(Beginning of SUPPLIED DATA)

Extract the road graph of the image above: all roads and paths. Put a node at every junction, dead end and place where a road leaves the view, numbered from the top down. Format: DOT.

(End of SUPPLIED DATA)
(Beginning of SUPPLIED DATA)

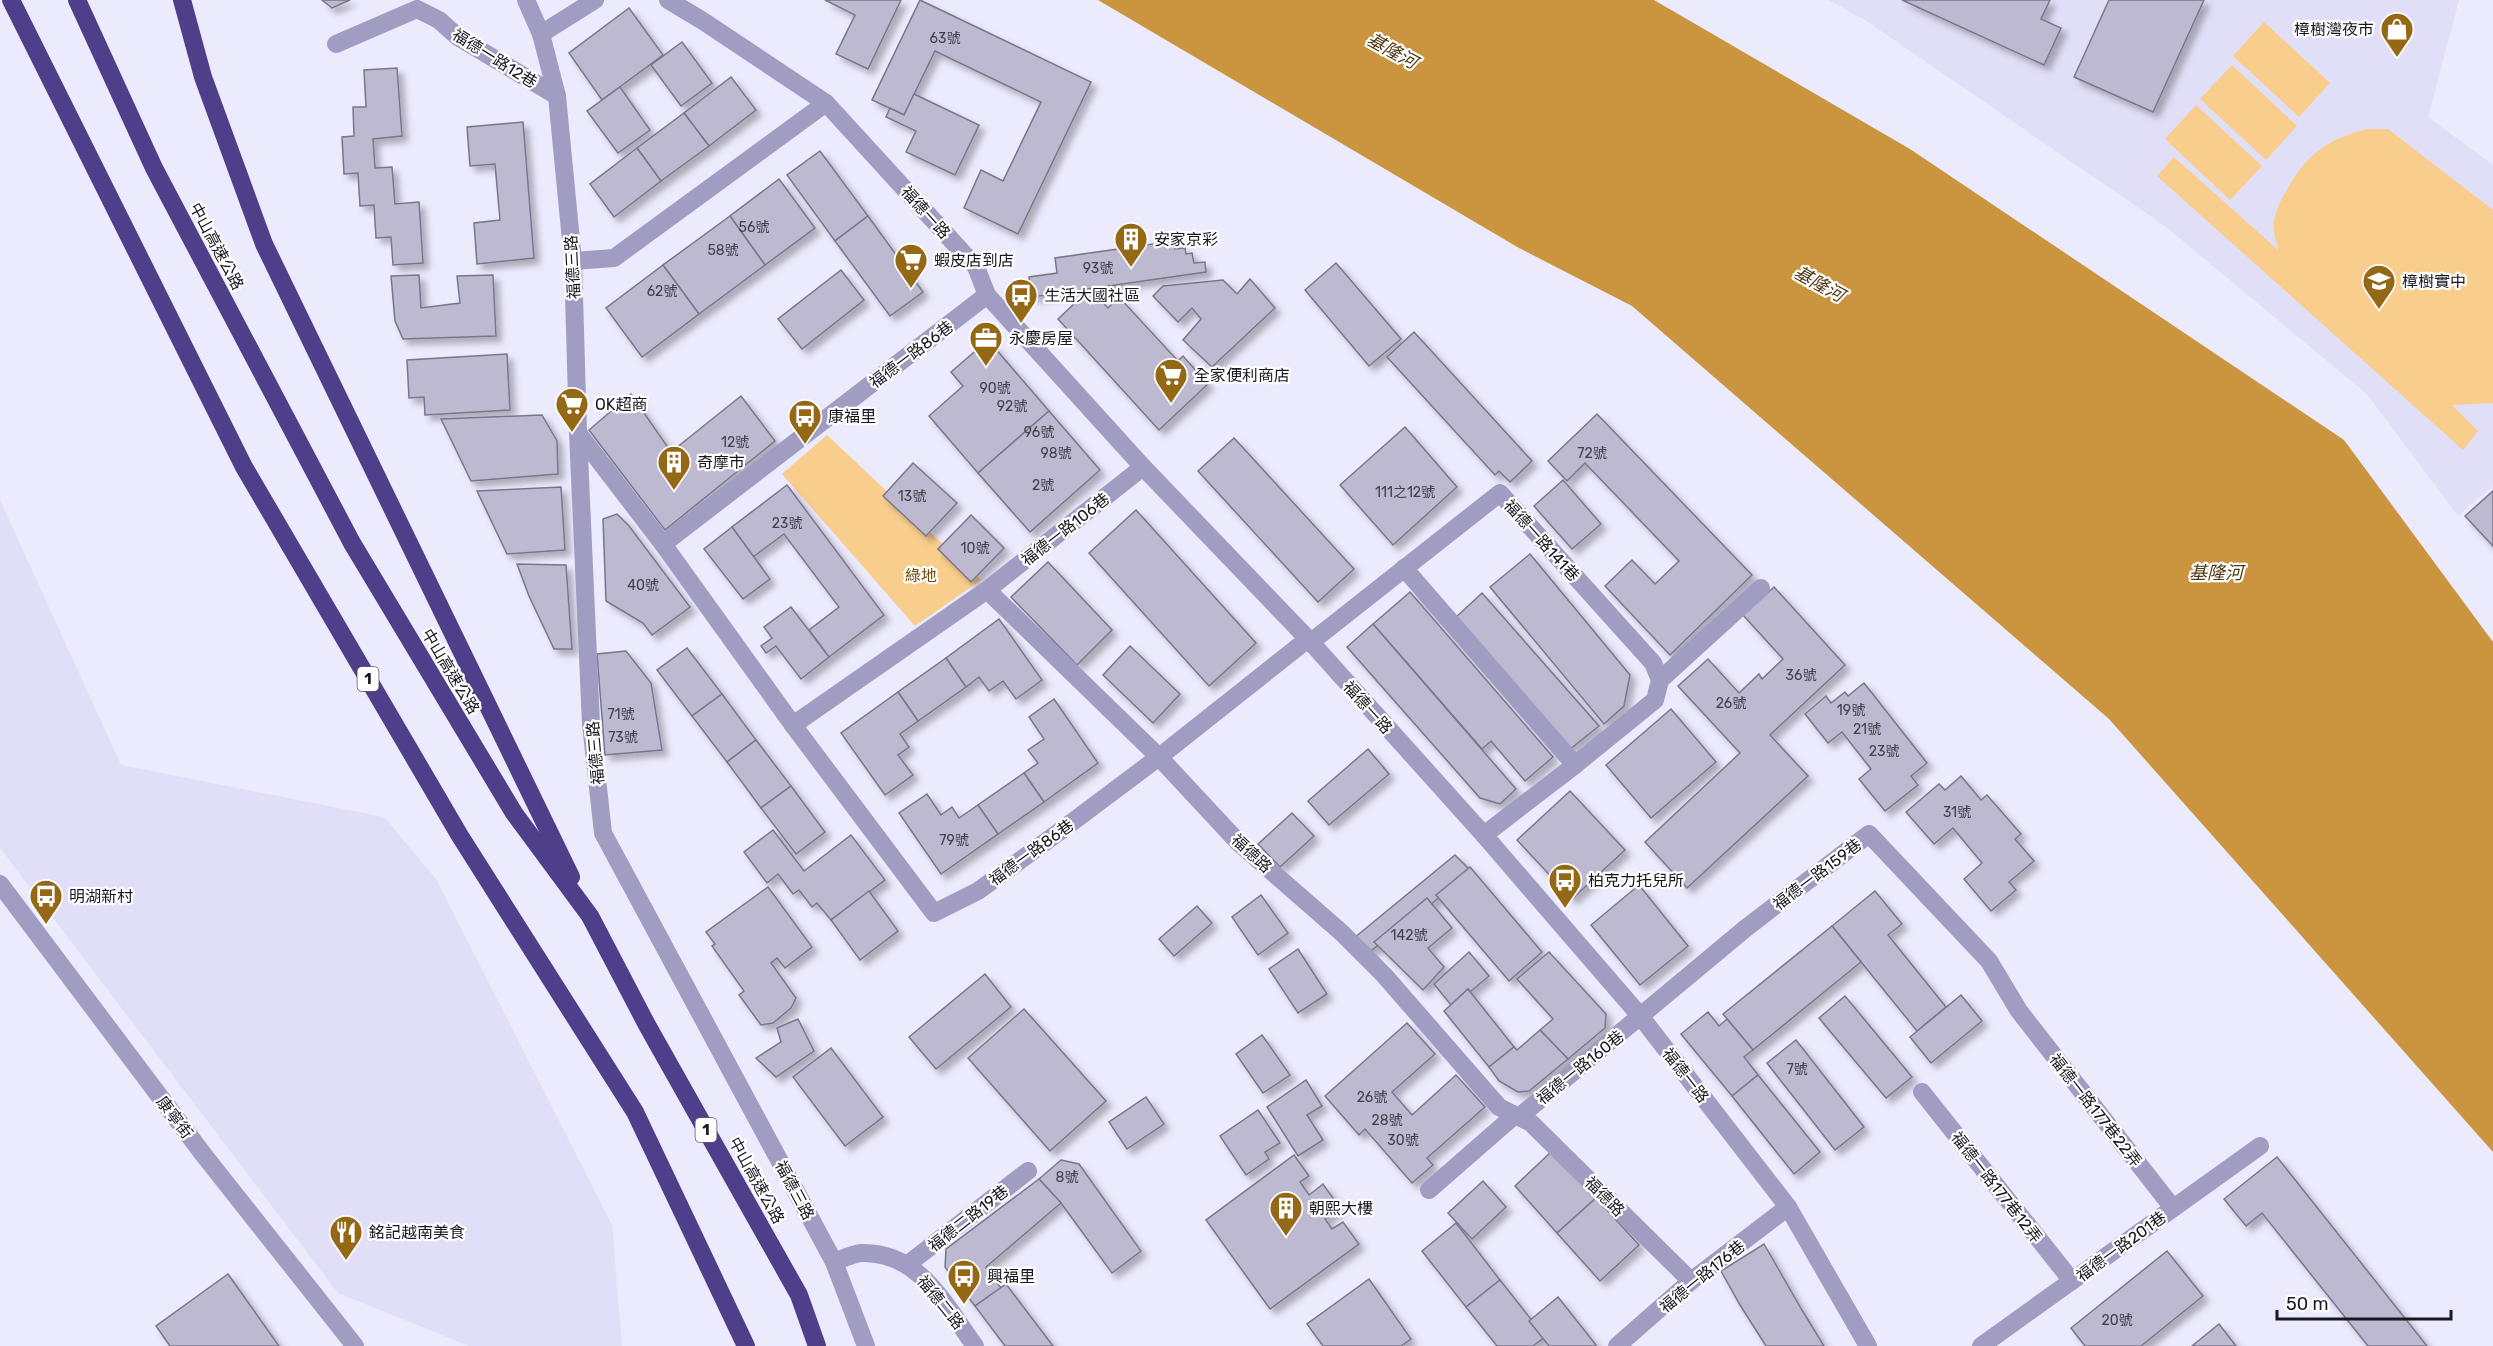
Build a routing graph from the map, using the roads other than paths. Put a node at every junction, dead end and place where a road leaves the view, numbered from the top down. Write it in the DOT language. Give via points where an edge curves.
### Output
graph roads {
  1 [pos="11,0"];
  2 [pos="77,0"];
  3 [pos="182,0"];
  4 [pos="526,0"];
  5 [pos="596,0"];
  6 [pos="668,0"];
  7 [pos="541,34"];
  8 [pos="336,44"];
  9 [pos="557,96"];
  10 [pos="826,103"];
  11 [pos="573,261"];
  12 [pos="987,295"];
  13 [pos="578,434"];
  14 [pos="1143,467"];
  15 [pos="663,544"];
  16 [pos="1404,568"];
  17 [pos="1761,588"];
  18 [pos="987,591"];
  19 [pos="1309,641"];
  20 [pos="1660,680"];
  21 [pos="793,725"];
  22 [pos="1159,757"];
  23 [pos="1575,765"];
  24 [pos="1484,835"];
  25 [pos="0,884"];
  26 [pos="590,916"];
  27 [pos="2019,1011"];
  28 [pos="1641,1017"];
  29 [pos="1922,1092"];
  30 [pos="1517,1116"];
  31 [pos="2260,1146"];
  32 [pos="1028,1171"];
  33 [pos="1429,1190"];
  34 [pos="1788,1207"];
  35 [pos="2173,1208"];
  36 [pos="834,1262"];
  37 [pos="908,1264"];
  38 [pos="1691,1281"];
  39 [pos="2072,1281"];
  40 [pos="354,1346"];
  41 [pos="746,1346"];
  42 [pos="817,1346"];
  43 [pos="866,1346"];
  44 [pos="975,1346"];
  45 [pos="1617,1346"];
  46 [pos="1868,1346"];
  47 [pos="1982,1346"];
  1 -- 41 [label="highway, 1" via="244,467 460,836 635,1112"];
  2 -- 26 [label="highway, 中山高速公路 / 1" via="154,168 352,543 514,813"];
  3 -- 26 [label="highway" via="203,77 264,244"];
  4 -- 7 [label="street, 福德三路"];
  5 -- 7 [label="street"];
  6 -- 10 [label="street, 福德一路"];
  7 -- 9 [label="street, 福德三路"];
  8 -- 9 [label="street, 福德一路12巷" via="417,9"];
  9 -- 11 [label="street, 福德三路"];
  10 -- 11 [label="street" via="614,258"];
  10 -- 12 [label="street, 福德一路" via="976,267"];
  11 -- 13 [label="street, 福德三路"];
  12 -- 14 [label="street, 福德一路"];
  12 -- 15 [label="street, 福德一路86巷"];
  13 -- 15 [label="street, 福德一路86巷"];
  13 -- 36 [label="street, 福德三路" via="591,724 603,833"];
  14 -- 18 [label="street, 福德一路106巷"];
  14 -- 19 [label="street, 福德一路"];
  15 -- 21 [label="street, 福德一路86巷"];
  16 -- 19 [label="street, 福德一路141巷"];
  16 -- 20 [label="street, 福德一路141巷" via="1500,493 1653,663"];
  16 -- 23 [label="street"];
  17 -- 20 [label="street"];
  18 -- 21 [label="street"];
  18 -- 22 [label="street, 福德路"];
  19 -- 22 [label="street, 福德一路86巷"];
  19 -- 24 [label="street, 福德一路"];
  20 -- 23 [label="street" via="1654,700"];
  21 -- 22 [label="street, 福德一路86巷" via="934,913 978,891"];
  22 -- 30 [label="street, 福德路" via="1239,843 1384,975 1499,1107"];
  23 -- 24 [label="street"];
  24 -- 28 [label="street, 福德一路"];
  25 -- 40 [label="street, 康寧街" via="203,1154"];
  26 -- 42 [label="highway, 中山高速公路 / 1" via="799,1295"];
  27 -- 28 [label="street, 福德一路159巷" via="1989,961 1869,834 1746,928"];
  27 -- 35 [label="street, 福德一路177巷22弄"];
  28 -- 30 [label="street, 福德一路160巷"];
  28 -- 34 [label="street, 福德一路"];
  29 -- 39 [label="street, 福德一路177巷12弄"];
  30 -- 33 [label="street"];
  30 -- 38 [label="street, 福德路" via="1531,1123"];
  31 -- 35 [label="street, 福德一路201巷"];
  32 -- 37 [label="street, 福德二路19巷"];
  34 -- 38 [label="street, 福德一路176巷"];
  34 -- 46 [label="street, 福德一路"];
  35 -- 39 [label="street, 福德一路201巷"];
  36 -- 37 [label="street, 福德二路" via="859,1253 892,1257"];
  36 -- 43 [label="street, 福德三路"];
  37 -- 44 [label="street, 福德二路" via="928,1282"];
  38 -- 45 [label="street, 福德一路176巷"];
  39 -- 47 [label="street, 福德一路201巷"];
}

(End of SUPPLIED DATA)

WHAT THE TASK ASKS: Where the material contains a line with "paths", return that line.

REPLY:
Extract the road graph of the image above: all roads and paths. Put a node at every junction, dead end and place where a road leaves the view, numbered from the top down. Format: DOT.
Build a routing graph from the map, using the roads other than paths. Put a node at every junction, dead end and place where a road leaves the view, numbered from the top down. Write it in the DOT language. Give via points where an edge curves.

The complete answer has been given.